Dataset entries:
====================

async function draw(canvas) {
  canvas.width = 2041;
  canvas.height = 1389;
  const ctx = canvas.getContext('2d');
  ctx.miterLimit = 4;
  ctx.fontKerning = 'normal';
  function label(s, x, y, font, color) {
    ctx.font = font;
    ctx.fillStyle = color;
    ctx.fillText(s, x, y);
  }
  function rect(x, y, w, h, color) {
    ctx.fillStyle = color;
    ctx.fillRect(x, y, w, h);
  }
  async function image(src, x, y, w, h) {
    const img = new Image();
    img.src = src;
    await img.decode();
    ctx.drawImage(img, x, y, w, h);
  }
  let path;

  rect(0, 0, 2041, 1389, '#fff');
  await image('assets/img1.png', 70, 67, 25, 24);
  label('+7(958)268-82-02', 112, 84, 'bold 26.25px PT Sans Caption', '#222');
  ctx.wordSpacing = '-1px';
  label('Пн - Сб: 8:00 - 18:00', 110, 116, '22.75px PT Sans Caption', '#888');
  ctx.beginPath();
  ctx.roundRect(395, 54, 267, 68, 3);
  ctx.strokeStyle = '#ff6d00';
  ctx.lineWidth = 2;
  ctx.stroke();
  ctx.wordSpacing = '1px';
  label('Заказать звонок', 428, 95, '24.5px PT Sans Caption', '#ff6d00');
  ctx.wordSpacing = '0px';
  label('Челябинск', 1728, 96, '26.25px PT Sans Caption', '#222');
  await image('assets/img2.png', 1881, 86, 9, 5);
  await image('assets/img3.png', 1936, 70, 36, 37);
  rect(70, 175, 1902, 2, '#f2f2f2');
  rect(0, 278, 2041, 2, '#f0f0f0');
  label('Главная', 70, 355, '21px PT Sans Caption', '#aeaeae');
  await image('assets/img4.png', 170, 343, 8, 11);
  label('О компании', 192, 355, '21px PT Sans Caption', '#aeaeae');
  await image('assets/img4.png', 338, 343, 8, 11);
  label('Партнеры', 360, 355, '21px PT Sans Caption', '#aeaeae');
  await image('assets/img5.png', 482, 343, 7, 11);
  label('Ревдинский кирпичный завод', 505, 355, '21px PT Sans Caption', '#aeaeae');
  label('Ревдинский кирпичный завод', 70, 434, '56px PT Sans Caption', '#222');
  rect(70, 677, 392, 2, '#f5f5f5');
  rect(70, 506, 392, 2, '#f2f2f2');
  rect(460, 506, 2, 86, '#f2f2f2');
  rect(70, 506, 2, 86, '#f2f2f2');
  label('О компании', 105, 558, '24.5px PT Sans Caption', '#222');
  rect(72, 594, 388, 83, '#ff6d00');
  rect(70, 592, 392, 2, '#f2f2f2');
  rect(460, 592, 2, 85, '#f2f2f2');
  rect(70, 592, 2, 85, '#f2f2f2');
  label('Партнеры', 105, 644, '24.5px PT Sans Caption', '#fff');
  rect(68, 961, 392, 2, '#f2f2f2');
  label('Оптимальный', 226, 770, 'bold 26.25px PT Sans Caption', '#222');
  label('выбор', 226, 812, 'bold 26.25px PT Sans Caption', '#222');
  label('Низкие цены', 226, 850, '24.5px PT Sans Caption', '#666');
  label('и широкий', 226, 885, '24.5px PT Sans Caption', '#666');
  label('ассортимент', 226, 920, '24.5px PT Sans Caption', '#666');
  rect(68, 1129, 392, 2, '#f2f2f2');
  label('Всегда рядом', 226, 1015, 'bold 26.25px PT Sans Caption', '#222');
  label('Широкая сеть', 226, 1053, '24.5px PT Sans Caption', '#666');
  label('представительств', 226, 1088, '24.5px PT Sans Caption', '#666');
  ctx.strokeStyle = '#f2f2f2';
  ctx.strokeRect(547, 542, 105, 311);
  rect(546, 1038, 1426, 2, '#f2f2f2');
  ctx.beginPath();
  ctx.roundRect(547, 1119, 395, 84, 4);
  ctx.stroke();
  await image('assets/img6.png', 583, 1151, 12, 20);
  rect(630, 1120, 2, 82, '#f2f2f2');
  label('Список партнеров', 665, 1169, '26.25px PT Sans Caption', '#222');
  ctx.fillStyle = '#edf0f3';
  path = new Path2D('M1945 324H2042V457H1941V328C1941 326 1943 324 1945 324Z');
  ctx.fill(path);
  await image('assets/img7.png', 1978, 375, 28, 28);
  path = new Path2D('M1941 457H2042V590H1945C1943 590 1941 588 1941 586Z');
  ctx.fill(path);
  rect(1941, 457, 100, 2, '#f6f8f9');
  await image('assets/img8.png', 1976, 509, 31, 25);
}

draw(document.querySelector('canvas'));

====================

Send back an exact copy of only the lines from the line with "function label(s, x, y, font, color)" up to and including the line with "img.src = src;" in the data above.

  function label(s, x, y, font, color) {
    ctx.font = font;
    ctx.fillStyle = color;
    ctx.fillText(s, x, y);
  }
  function rect(x, y, w, h, color) {
    ctx.fillStyle = color;
    ctx.fillRect(x, y, w, h);
  }
  async function image(src, x, y, w, h) {
    const img = new Image();
    img.src = src;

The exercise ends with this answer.